In force, owing to needing the acquisition carrying out the instruction sequence with the mark that has a stain according to stain information in previous step, and then just can complete the structure of controlling stream graph, the confirmation therefore for stain information just seems especially important.
In actual service condition, pollution source have system default and User Defined two kinds of modes, and system default is pollution source from the standard input of program or the data of reading in from network; User also can go to specify or get on to increase pollution source on the basis of system default according to the needs of oneself.Now need user can prestore as the content format of stain information, make when performance objective program like this, once the content meeting this content format be detected, just can immediately using this content as stain information, and then complete subsequent processing steps.

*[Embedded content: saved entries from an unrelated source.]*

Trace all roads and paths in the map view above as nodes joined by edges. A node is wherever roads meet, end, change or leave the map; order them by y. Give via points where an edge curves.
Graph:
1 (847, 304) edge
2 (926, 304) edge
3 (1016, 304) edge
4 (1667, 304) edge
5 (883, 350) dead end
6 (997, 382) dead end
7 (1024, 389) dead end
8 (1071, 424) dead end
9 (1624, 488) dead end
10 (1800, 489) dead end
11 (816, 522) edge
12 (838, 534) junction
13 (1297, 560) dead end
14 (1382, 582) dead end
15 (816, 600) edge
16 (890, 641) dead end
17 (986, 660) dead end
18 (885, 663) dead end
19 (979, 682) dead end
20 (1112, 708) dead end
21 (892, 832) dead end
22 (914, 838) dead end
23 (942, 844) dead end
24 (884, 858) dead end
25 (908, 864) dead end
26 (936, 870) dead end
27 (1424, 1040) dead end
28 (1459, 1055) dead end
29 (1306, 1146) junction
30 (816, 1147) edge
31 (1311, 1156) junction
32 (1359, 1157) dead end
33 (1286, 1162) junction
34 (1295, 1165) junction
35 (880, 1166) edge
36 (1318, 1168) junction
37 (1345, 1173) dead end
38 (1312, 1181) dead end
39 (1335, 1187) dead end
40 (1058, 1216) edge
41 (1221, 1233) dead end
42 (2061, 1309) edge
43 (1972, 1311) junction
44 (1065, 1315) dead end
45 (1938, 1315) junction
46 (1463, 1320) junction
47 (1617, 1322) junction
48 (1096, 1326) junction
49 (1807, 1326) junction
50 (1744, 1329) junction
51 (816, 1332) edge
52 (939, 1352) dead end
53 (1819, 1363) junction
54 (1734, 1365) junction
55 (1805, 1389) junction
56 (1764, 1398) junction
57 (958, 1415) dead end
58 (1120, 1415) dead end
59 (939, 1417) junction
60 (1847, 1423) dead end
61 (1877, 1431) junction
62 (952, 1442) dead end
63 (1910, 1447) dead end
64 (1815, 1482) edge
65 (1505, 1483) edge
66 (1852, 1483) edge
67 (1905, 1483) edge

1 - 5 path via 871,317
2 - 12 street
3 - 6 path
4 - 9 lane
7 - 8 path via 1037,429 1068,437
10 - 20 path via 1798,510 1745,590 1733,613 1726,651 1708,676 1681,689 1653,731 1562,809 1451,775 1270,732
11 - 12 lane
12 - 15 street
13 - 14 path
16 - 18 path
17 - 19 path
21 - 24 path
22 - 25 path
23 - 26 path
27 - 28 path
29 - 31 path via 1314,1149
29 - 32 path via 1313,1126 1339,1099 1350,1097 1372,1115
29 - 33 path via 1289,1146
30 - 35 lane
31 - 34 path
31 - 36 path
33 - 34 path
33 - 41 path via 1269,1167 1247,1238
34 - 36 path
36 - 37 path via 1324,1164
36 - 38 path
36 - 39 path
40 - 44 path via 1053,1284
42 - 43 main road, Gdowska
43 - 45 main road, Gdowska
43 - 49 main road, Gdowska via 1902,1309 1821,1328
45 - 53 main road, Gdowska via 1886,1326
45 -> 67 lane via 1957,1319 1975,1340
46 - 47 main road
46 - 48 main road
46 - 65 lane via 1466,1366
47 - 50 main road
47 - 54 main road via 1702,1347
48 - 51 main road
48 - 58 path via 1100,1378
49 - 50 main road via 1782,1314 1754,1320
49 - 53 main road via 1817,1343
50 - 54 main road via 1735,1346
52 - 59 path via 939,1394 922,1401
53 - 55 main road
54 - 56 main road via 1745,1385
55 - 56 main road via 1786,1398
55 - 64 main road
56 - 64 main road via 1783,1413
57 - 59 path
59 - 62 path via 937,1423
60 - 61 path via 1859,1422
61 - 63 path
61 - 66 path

Concrete, when predetermined format not being carried out content and storing, give tacit consent to the content that inputs during performance objective program as stain information, " 3 " in " 2 " such as, in Fig. 5 in the 1st row " 0x2 " and the 3rd row " 0x3 " are the input contents when performance objective program, now just by " 2 " and " 3 " as stain information, and then the 1st row and the 2nd row instruction sequence that comprise the two are carried out stain mark.
By carrying out the mode of stain mark, shift by key content and by this key content, the instruction of the process such as computing is as the instruction sequence being with the mark that has a stain, be convenient to so preferentially follow the tracks of process to key message and all instructions relevant to key message, the processing mode of low relative importance value is then carried out in the instruction that those and key message have nothing to do, thus under ensureing that treating handling procedure carries out the prerequisite of antialiasing process, effective reduction system overhead, also can reduce to a certain extent and make antialiasing process stop the generation of this fortuitous event because system overhead is excessive.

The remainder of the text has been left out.